Collected data entries:
....................

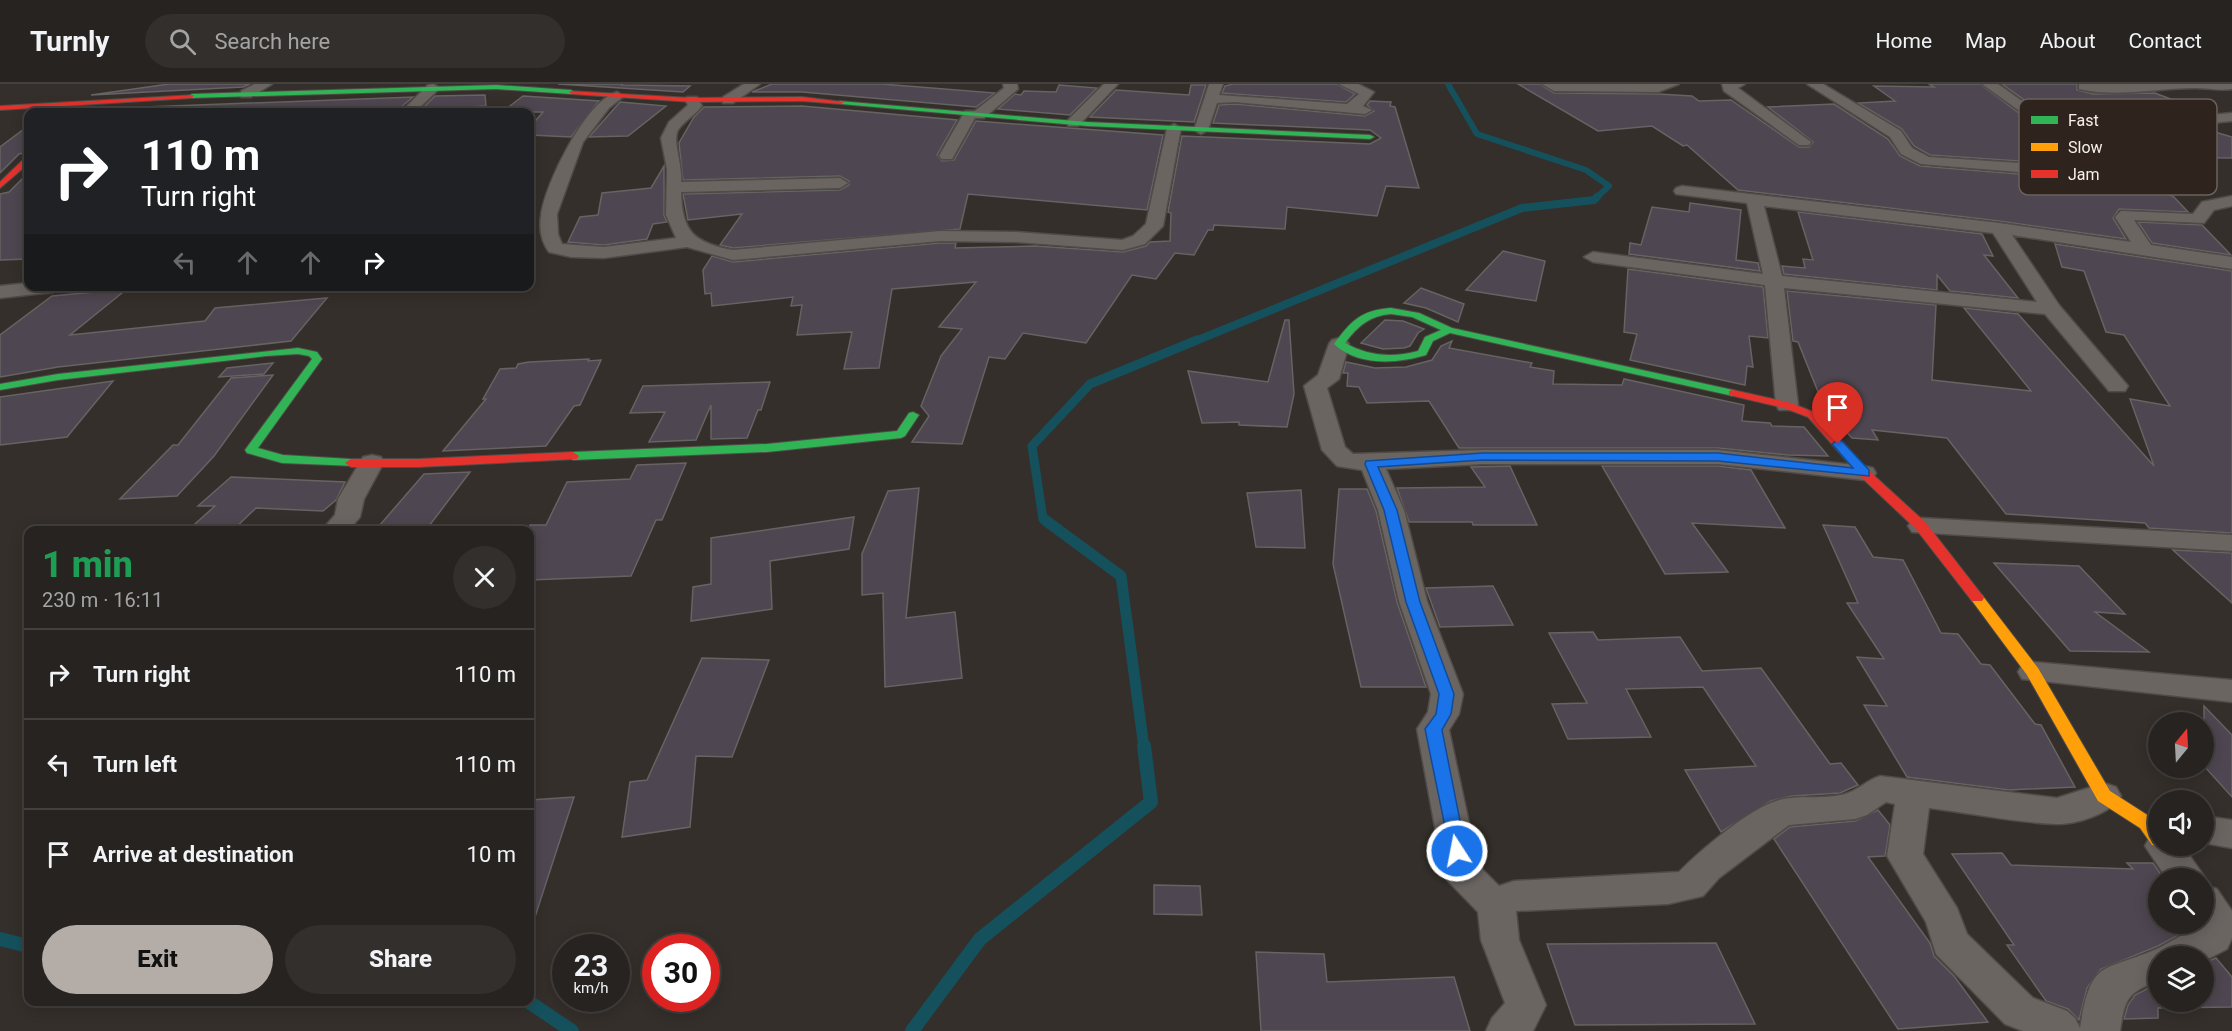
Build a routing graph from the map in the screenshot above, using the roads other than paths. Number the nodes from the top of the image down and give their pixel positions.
1 (71, 84) edge
2 (265, 84) edge
3 (753, 84) edge
4 (1010, 84) edge
5 (1112, 84) edge
6 (1216, 84) edge
7 (1346, 84) edge
8 (1549, 84) edge
9 (1672, 84) edge
10 (1724, 84) edge
11 (1729, 84) edge
12 (1738, 84) edge
13 (1814, 84) edge
14 (1989, 84) edge
15 (2201, 85) edge
16 (2232, 85) edge
17 (466, 86) edge
18 (2084, 86) dead end
19 (427, 87) edge
20 (246, 94) junction
21 (617, 96) junction
22 (1212, 99) junction
23 (2232, 99) edge
24 (692, 100) junction
25 (728, 100) junction
26 (2019, 104) edge
27 (0, 108) edge
28 (24, 108) edge
29 (69, 108) edge
30 (77, 108) edge
31 (411, 108) edge
32 (1349, 109) junction
33 (1365, 110) dead end
34 (975, 115) junction
35 (2232, 117) edge
36 (2217, 118) edge
37 (1073, 123) junction
38 (1174, 128) junction
39 (1201, 130) junction
40 (1370, 137) dead end
41 (1804, 142) dead end
42 (947, 156) dead end
43 (24, 165) edge
44 (2019, 168) edge
45 (840, 183) dead end
46 (0, 186) edge
47 (673, 187) junction
48 (1682, 191) dead end
49 (1754, 200) junction
50 (2232, 201) edge
51 (549, 214) junction
52 (534, 217) edge
53 (1999, 228) junction
54 (687, 242) junction
55 (2144, 249) junction
56 (1593, 257) dead end
57 (2232, 263) edge
58 (1774, 281) junction
59 (24, 289) edge
60 (0, 292) edge
61 (2050, 309) junction
62 (1449, 330) junction
63 (1339, 344) junction
64 (0, 387) edge
65 (2117, 387) dead end
66 (1787, 405) junction
67 (913, 415) dead end
68 (372, 462) junction
69 (1371, 464) junction
70 (1864, 473) junction
71 (339, 526) edge
72 (1921, 526) junction
73 (2232, 543) edge
74 (2033, 672) junction
75 (2232, 691) edge
76 (1914, 794) junction
77 (2104, 796) junction
78 (2148, 827) edge
79 (2214, 831) edge
80 (2232, 834) edge
81 (1496, 907) junction
82 (2214, 914) edge
83 (2214, 931) edge
84 (2214, 934) edge
85 (2197, 946) edge
86 (2148, 968) edge
87 (1506, 1031) edge
88 (2061, 1031) edge
89 (2100, 1031) edge

1 - 29 street
2 - 20 street
3 - 25 street
4 - 34 street
5 - 37 street
6 - 22 street
7 - 32 street
8 - 9 street
10 - 11 street
11 - 12 street
11 - 41 street
13 - 44 street
14 - 26 street
15 - 16 street
15 - 18 street
15 - 23 street
17 - 19 street
17 - 21 street
19 - 20 street
19 - 31 street
20 - 30 street
21 - 24 street
21 - 51 street
22 - 32 street
22 - 39 street
24 - 25 street
24 - 47 street
25 - 34 street
27 - 28 street
32 - 33 street
34 - 37 street
34 - 42 street
35 - 36 street
37 - 38 street
38 - 39 street
38 - 54 street
39 - 40 street
43 - 46 street
45 - 47 street
47 - 54 street
48 - 49 street
49 - 53 street
49 - 58 street
50 - 55 street
51 - 52 street
51 - 54 street
53 - 55 street
53 - 61 street
55 - 57 street
56 - 58 street
58 - 61 street
58 - 66 street
59 - 60 street
61 - 65 street
62 - 63 street
62 - 63 street
62 - 66 street
63 - 69 street
64 - 68 street
66 - 70 street
67 - 68 street
68 - 71 street
69 - 70 street
69 - 81 street
70 - 72 street
72 - 73 street
72 - 74 street
74 - 75 street
74 - 77 street
76 - 77 street
76 - 81 street
76 - 88 street
77 - 78 street
79 - 80 street
81 - 87 street
82 - 83 street
84 - 85 street
86 - 89 street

....................

**Problem:** Of the lines above, copy each one that contains the word "dead".

**Solution below:**
18 (2084, 86) dead end
33 (1365, 110) dead end
40 (1370, 137) dead end
41 (1804, 142) dead end
42 (947, 156) dead end
45 (840, 183) dead end
48 (1682, 191) dead end
56 (1593, 257) dead end
65 (2117, 387) dead end
67 (913, 415) dead end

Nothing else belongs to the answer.